An affidavit submitted to the commission on state capture by Ajay Gupta reportedly fervently denies the allegations made by former deputy finance minister Mcebisi Jonas against him.
He has accused Jonas of lying about meeting with him in an alleged attempt to “falsely implicate” Gupta in wrongdoing. Although the affidavit was filed on September 2, TimesLIVE reports that they received it for the first time on Thursday afternoon and made the contents public.
In the affidavit, which was presumably drafted in Dubai, Gupta says he made no offer of a ministerial post to Jonas, who had told the commission that Gupta attempted to bribe him in 2015 with an offer of R600 million and the position of finance minister if he favoured Gupta interests.
Gupta wrote: “I did not make any offer to him to pay him either R600,000 cash or offer to pay him R600m in an account of his choice. I did not have any knowledge of any upcoming Cabinet reshuffling and or about ministers that may be fired and I did not have any influence over the appointment of any members of the National Executive, nor did I ever have such influence.”
He claims he is able to prove he wasn’t in the places Jonas claims he met with him or his associates (first a hotel and then the Gupta Saxonwold home), and was in fact that at Oakbay’s Sandton offices when the meeting was meant to have taken place. He reportedly claims cellphone records would back him up and several staff members had seen him there.

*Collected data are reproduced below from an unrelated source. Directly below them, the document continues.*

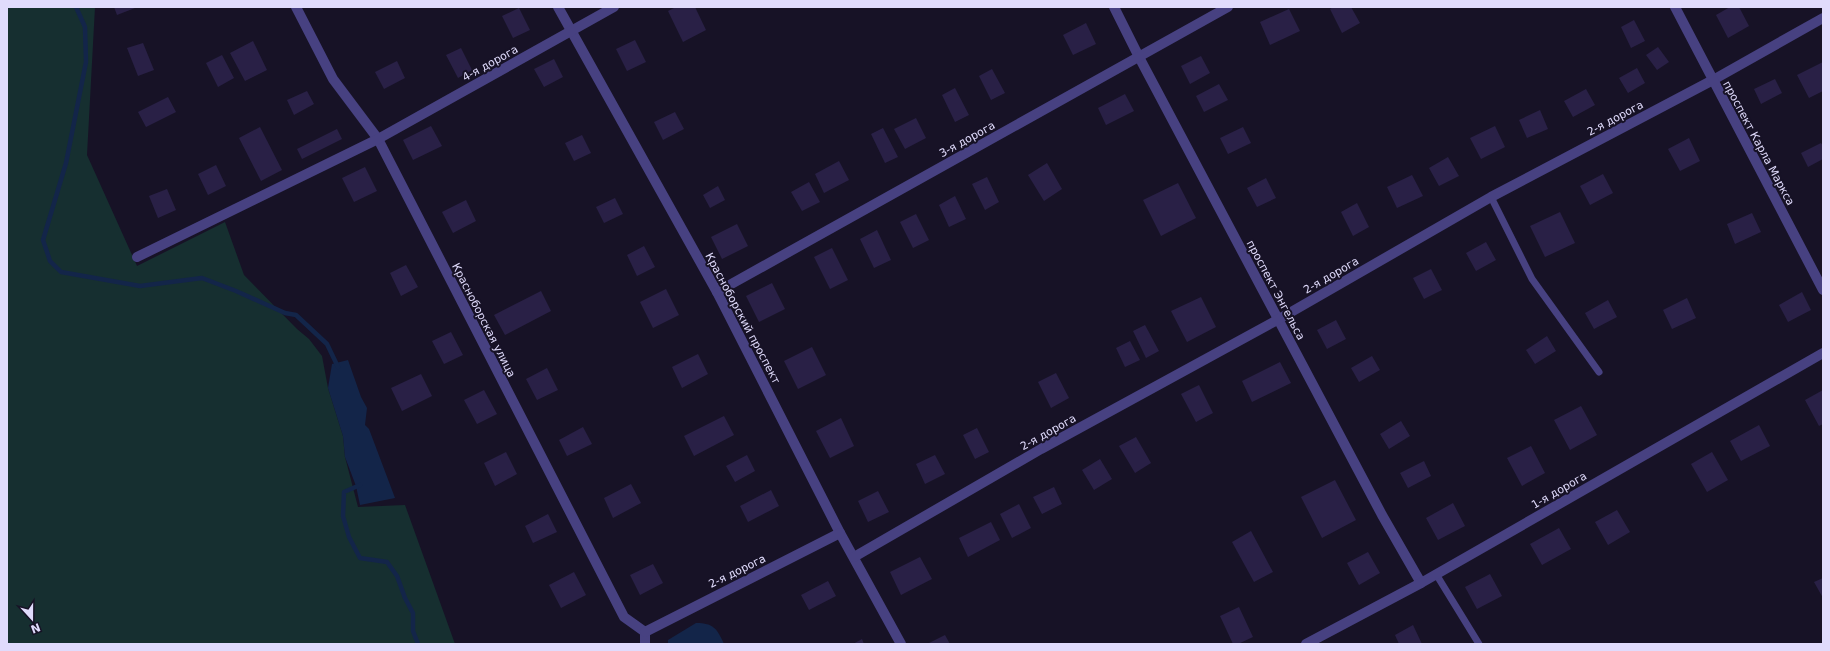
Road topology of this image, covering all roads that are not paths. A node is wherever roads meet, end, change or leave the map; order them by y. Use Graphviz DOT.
graph roads {
  1 [pos="296,7"];
  2 [pos="558,7"];
  3 [pos="614,7"];
  4 [pos="1114,7"];
  5 [pos="1228,7"];
  6 [pos="1675,7"];
  7 [pos="1823,18"];
  8 [pos="571,31"];
  9 [pos="1139,57"];
  10 [pos="1713,80"];
  11 [pos="378,139"];
  12 [pos="1491,197"];
  13 [pos="136,258"];
  14 [pos="1823,290"];
  15 [pos="717,292"];
  16 [pos="1279,319"];
  17 [pos="1823,353"];
  18 [pos="1599,372"];
  19 [pos="840,533"];
  20 [pos="854,557"];
  21 [pos="1436,574"];
  22 [pos="1421,583"];
  23 [pos="645,632"];
  24 [pos="645,644"];
  25 [pos="901,644"];
  26 [pos="1306,644"];
  27 [pos="1479,644"];
  1 -- 11 [label="street, Красноборская улица"];
  2 -- 8 [label="street, Красноборский проспект"];
  3 -- 8 [label="street, 4-я дорога"];
  4 -- 9 [label="street, проспект Энгельса"];
  5 -- 9 [label="street, 3-я дорога"];
  6 -- 10 [label="street, проспект Карла Маркса"];
  7 -- 10 [label="street, 2-я дорога"];
  8 -- 11 [label="street, 4-я дорога"];
  8 -- 15 [label="street, Красноборский проспект"];
  9 -- 15 [label="street, 3-я дорога"];
  9 -- 16 [label="street, проспект Энгельса"];
  10 -- 12 [label="street, 2-я дорога"];
  10 -- 14 [label="street, проспект Карла Маркса"];
  11 -- 13 [label="street, 4-я дорога"];
  11 -- 23 [label="street, Красноборская улица"];
  12 -- 16 [label="street, 2-я дорога"];
  12 -- 18 [label="lane"];
  15 -- 19 [label="street, Красноборский проспект"];
  16 -- 20 [label="street, 2-я дорога"];
  16 -- 22 [label="street, проспект Энгельса"];
  17 -- 21 [label="street, 1-я дорога"];
  19 -- 20 [label="street, Красноборский проспект"];
  19 -- 23 [label="street, 2-я дорога"];
  20 -- 25 [label="street, Красноборский проспект"];
  21 -- 22 [label="street, 1-я дорога"];
  21 -- 27 [label="lane"];
  22 -- 26 [label="street, 1-я дорога"];
  23 -- 24 [label="street"];
}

He also slammed former public protector Thuli Madonsela’s questions from her state capture probe. He claims Madonsela did not accurately capture the detail of his cellphone records and that she had asked him leading questions suggestive of bias.
Jonas’ testimony last month left open the possibility that it may not have been Ajay he met with, but rather another of the Gupta brothers, or possibly just someone who looked Indian. Jonas admitted he could not exclude the possibility that it was Rajesh Gupta.